Yes. Since Python 3.4.3, urllib.request.urlopen() with an HTTPS URL verifies
certificates using the system CA store by default. However, if a custom SSL context
is passed (especially one created with ssl._create_unverified_context()), verification
is whatever the context specifies. Always use ssl.create_default_context() for custom
contexts to maintain the secure default.


**Q: Should I use urllib.request or the requests library?**

For application code, the requests library provides a cleaner API with better defaults
for authentication, session management, retries, and certificate configuration. urllib.request
is more appropriate for scripts where minimizing dependencies is important or when
using urllib-specific features like custom handlers and openers.


**Q: How do I add authentication headers with urllib.request?**

Use urllib.request.Request() with a headers dict: req = Request(url, headers={"Authorization": f"Bearer {token}"}), then pass it to urlopen(). Alternatively, use urllib.request.HTTPBasicAuthHandler for basic auth, or the requests library which makes header management much simpler.


**Q: What timeout value should I use for urlopen()?**

Use a timeout appropriate for the expected response time: 10-30 seconds for typical
web APIs, up to 60-120 seconds for large file downloads or slow services. Always
handle socket.timeout exceptions. Never omit the timeout parameter in production code.

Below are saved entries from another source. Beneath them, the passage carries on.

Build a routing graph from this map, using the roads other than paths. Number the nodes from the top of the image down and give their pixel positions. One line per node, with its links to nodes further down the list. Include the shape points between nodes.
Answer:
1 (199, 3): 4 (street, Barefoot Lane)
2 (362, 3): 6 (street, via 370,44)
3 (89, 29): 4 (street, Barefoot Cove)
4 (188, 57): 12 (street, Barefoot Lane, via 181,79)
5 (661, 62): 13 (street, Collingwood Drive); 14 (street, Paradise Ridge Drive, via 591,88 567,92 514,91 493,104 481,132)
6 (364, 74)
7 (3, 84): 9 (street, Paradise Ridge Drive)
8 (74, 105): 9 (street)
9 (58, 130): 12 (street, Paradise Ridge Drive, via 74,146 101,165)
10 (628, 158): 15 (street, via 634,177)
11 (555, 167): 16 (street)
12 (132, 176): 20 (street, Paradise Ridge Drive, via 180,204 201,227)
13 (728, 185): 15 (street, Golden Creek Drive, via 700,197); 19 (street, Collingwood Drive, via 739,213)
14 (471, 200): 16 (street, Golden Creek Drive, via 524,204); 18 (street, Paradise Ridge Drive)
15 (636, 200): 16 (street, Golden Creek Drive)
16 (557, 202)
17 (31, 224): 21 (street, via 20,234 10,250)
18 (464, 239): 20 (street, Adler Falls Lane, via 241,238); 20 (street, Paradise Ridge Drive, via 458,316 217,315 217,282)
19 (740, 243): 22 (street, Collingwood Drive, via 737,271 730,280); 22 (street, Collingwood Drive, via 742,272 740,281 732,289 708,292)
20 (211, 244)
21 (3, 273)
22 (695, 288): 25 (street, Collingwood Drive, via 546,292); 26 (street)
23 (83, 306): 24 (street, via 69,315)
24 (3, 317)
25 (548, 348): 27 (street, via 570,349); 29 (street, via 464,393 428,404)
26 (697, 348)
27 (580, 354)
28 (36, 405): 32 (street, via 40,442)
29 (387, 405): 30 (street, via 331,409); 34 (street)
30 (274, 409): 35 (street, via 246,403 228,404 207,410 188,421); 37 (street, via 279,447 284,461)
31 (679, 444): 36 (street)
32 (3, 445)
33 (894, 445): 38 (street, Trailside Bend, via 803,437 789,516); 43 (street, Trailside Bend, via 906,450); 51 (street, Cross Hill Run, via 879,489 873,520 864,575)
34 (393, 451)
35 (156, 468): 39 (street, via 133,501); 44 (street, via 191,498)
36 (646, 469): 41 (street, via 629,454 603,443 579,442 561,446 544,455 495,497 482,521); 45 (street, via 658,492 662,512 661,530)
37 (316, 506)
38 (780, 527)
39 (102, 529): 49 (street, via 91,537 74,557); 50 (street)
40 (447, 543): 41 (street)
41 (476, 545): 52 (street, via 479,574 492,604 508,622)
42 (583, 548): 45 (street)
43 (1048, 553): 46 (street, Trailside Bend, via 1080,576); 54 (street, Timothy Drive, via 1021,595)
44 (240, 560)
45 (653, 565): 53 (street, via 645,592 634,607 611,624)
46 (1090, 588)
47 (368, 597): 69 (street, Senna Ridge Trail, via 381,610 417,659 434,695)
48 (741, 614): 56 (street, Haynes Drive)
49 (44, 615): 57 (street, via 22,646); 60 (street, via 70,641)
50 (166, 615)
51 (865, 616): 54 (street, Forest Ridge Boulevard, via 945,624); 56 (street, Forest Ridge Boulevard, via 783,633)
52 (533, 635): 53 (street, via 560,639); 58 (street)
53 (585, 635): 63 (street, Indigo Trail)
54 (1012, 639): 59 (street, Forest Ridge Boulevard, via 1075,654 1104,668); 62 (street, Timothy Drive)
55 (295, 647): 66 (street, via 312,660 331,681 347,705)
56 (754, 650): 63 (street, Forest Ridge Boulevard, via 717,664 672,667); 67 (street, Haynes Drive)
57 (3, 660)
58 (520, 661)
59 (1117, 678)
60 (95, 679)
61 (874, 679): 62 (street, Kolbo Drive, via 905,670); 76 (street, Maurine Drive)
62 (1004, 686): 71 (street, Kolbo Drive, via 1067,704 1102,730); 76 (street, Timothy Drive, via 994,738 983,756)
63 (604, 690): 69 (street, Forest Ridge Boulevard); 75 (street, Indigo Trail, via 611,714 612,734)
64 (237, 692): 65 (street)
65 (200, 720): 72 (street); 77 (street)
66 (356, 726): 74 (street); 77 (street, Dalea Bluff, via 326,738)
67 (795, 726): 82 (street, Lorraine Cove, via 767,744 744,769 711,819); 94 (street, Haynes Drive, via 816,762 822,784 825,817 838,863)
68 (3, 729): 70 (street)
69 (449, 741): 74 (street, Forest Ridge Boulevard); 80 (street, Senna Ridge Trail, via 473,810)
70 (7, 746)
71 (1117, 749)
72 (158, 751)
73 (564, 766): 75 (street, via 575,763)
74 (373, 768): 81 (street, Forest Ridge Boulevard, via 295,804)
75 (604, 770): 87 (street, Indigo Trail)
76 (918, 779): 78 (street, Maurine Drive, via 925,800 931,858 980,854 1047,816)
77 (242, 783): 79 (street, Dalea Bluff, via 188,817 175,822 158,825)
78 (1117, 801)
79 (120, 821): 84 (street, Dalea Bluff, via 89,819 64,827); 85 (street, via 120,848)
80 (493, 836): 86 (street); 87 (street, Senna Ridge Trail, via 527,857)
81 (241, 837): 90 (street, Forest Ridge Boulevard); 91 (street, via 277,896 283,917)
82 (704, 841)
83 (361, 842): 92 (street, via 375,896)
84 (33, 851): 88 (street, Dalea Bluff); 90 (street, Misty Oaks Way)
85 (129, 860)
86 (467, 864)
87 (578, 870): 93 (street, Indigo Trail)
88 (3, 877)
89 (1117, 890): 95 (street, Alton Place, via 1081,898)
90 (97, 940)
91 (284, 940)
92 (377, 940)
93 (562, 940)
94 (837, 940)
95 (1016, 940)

**Q: Does this rule flag urlopen() for local file:// URLs?**

urllib.request.urlopen() also supports file:// URLs for local filesystem access.
Local file URLs do not involve network transmission and have different security
considerations (path traversal). This rule focuses on HTTP/HTTPS security, but
file:// URLs in urlopen() should also be reviewed for path traversal risks.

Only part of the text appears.